В романе воссоздана ритуальная жизнь Средневековья, связанная с похоронами, свадьбой, рождением человека. Бесценен фрагмент, посвященный драматическому фольклору [Волос 2013: 412—418]. Воссоздан статус Самарканда как интеллектуальной столицы Средней Азии: здесь зарождались и развивались поэтические школы и традиции. Персонажи романа рассуждают о вере, власти, поэзии, языке, человеке. Сюжет романа приобретает вид параболы: он не только о Средневековье, он о всех временах, о тех проблемах, которые непреходящи, они насущны и интересны современности. Если антрополог М.М. Герасимов воссоздал по останкам внешний облик поэта Рудаки, то писатель Андрей Волос по историческим мифам и преданиям, документам и хроникам — характер и нрав поэта, его среду и его время, отныне имя Рудаки станет известно куда большему числу читателей, чем прежде: роман «Возвращение в Панджруд» уже переведен на китайский, армянский, македонский, сербский, болгарский, словенский языки.

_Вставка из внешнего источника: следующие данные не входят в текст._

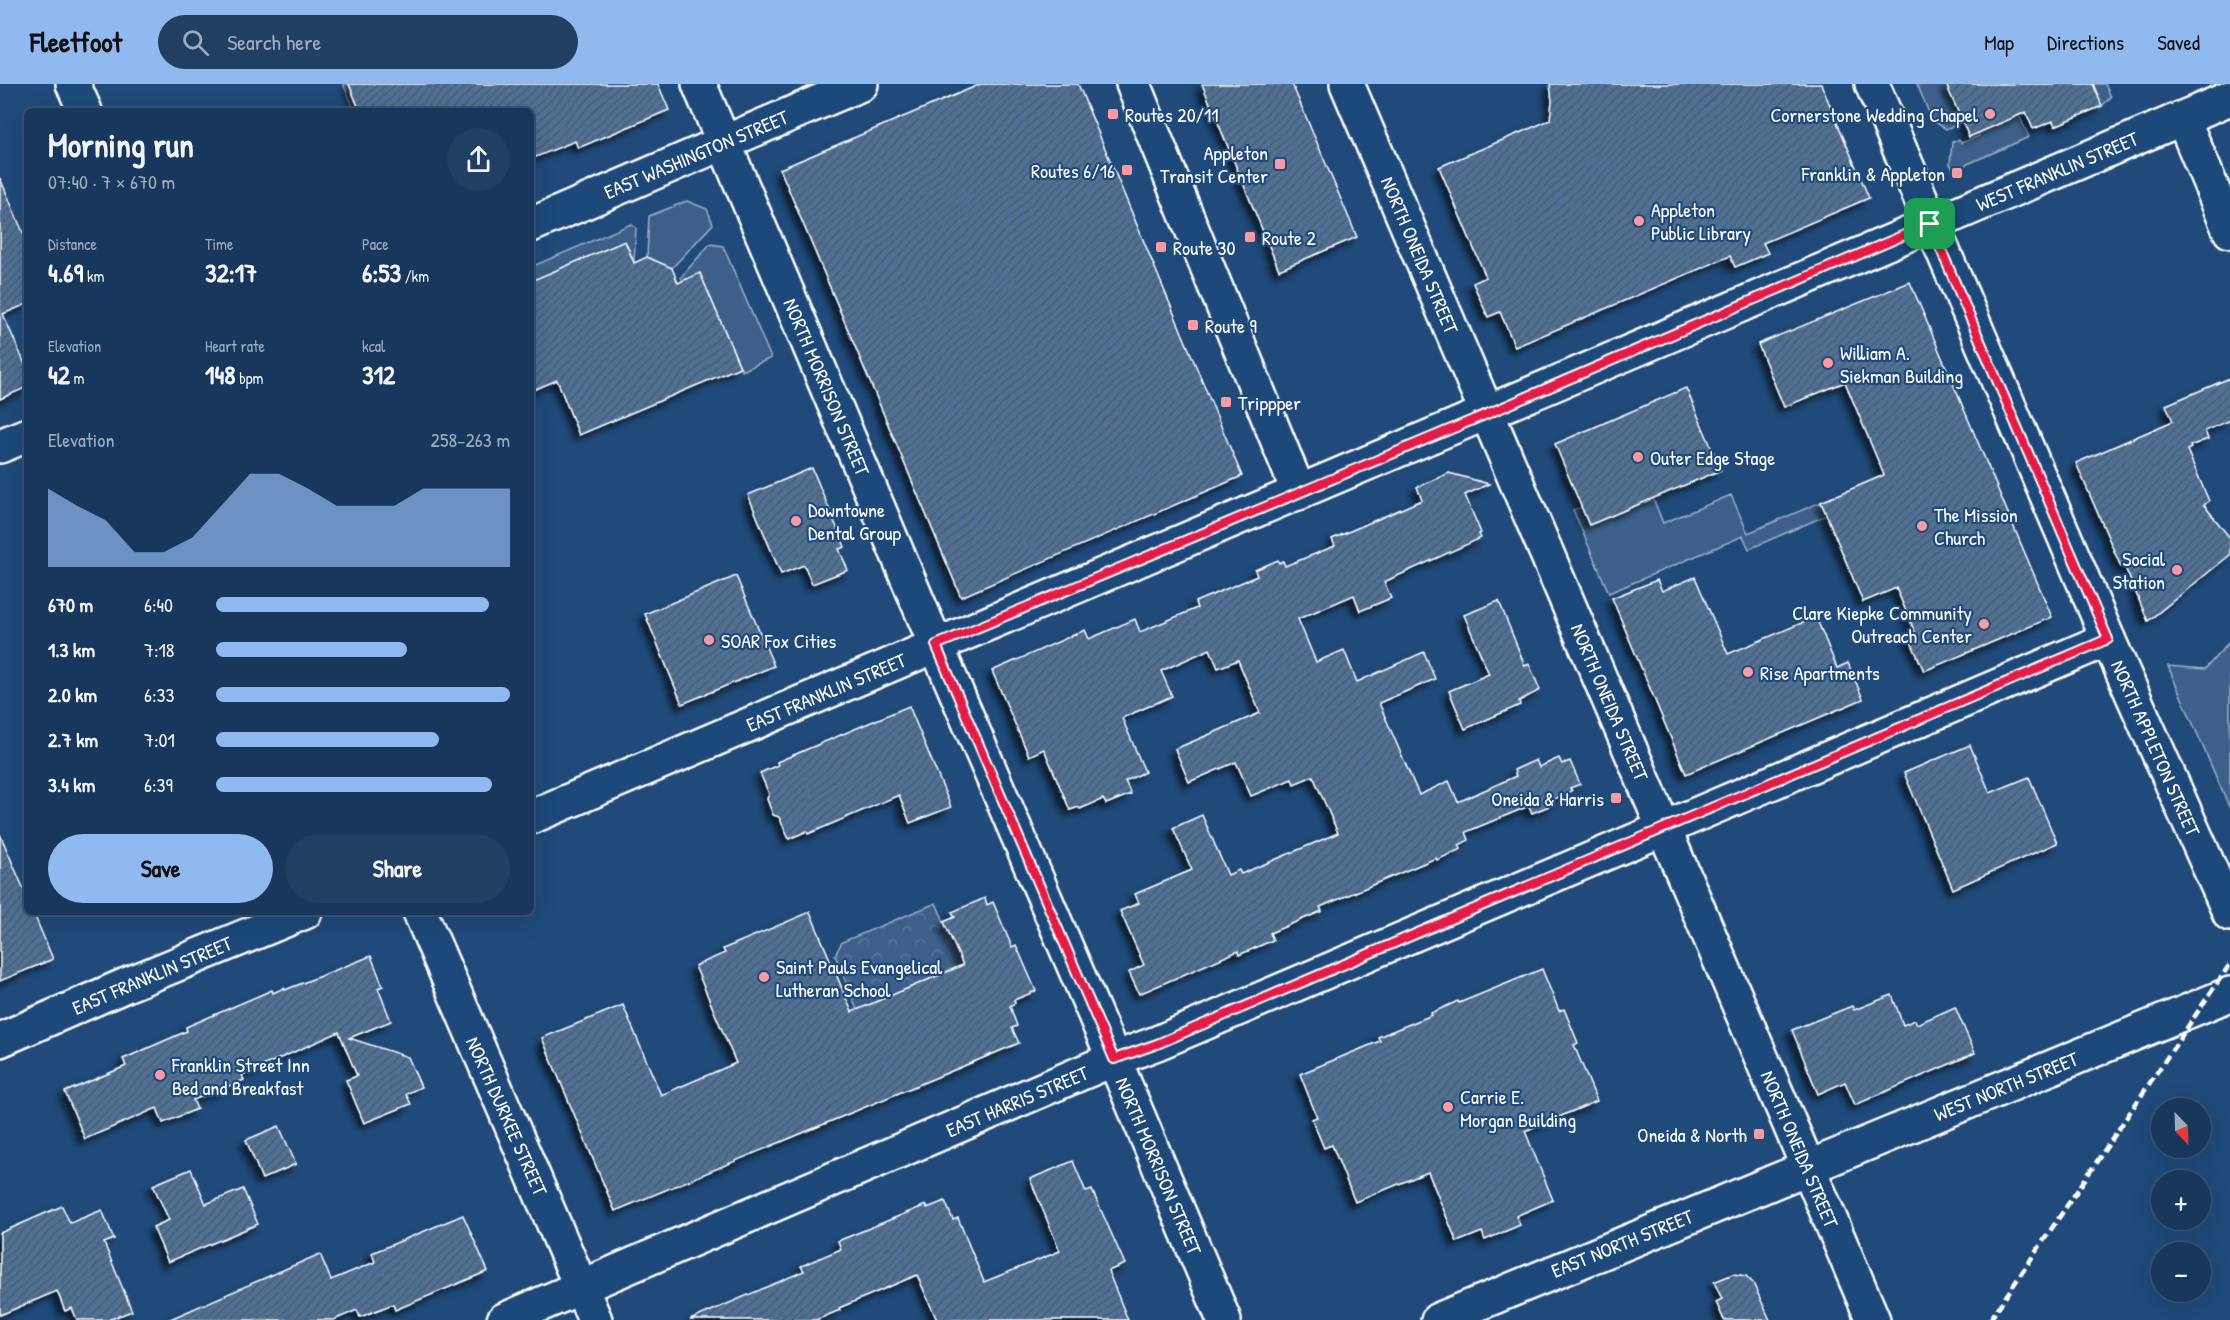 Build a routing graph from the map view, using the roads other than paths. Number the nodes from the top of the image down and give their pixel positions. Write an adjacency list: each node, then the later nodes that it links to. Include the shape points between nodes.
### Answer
1 (73, 84): 8 (street)
2 (699, 84): 10 (street, NORTH MORRISON STREET)
3 (861, 84): 10 (street, EAST WASHINGTON STREET)
4 (1133, 84): 17 (street)
5 (1347, 84): 14 (street, NORTH ONEIDA STREET)
6 (1872, 84): 12 (street, NORTH APPLETON STREET)
7 (2230, 98): 9 (street, WEST FRANKLIN STREET)
8 (84, 108)
9 (2183, 119): 12 (street, WEST FRANKLIN STREET); 13 (street)
10 (724, 142): 11 (street, EAST WASHINGTON STREET); 19 (street, NORTH MORRISON STREET)
11 (534, 224)
12 (1930, 224): 14 (street, WEST FRANKLIN STREET); 18 (street, NORTH APPLETON STREET)
13 (2230, 231)
14 (1487, 414): 17 (street, EAST FRANKLIN STREET); 21 (street, NORTH ONEIDA STREET)
15 (24, 436): 16 (street)
16 (0, 446)
17 (1299, 493): 19 (street, EAST FRANKLIN STREET)
18 (2108, 639): 21 (street, EAST HARRIS STREET); 22 (street, NORTH APPLETON STREET)
19 (936, 645): 20 (street, EAST FRANKLIN STREET); 27 (street, NORTH MORRISON STREET)
20 (534, 816)
21 (1665, 828): 27 (street, EAST HARRIS STREET); 28 (street, NORTH ONEIDA STREET)
22 (2230, 914)
23 (297, 915): 26 (street, EAST FRANKLIN STREET)
24 (421, 915): 29 (street, NORTH DURKEE STREET)
25 (2217, 999): 28 (street, WEST NORTH STREET)
26 (0, 1040)
27 (1114, 1059): 29 (street, EAST HARRIS STREET); 32 (street, NORTH MORRISON STREET)
28 (1807, 1168): 33 (street, EAST NORTH STREET); 34 (street, NORTH ONEIDA STREET)
29 (580, 1286): 30 (street, EAST HARRIS STREET); 31 (street, NORTH DURKEE STREET)
30 (504, 1320)
31 (595, 1320)
32 (1224, 1320)
33 (1438, 1320)
34 (1873, 1320)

Еще один вектор постколониальной литературы — исповедальная самоидентификация на обломках империи. В сборнике лирической прозы «Умр. Новая книга обращений» [Янышев 2017] Санджар Янышев продолжает творческий вектор литературного объединения «Ташкентская поэтическая школа», в манифесте (2001) которого сказано: «Малая родина поэта — последнее, что ему остается, но и она понемногу вытекает сквозь образовавшуюся брешь. Не поэт в данном случае эмигрирует из родной страны — она покидает его, словно почва, уходя из-под ног» [Янышев 2001: 108]. Однако не «вытекает» в никуда — как показывает «Умр», обращается в иные субстанции. Вечные темы литературы, лирики в том числе, перетекают одна в другую: любовь в ненависть, жизнь в смерть, смерть в жизнь. Линейное время сменяется циклическим (мифологическим): смертью жизнь персонажа не заканчивается — ожидается его рождение. «Приходят, спрашивают: все еще не жив?» [Янышев 2017: 46], «После смерти душа вселяется в нас» [Там же: 110]; привычное наследование от отца к сыну дает обратный ход: «…теперь, когда его нет, мой черед наследовать от сына память…» [Там же: 107].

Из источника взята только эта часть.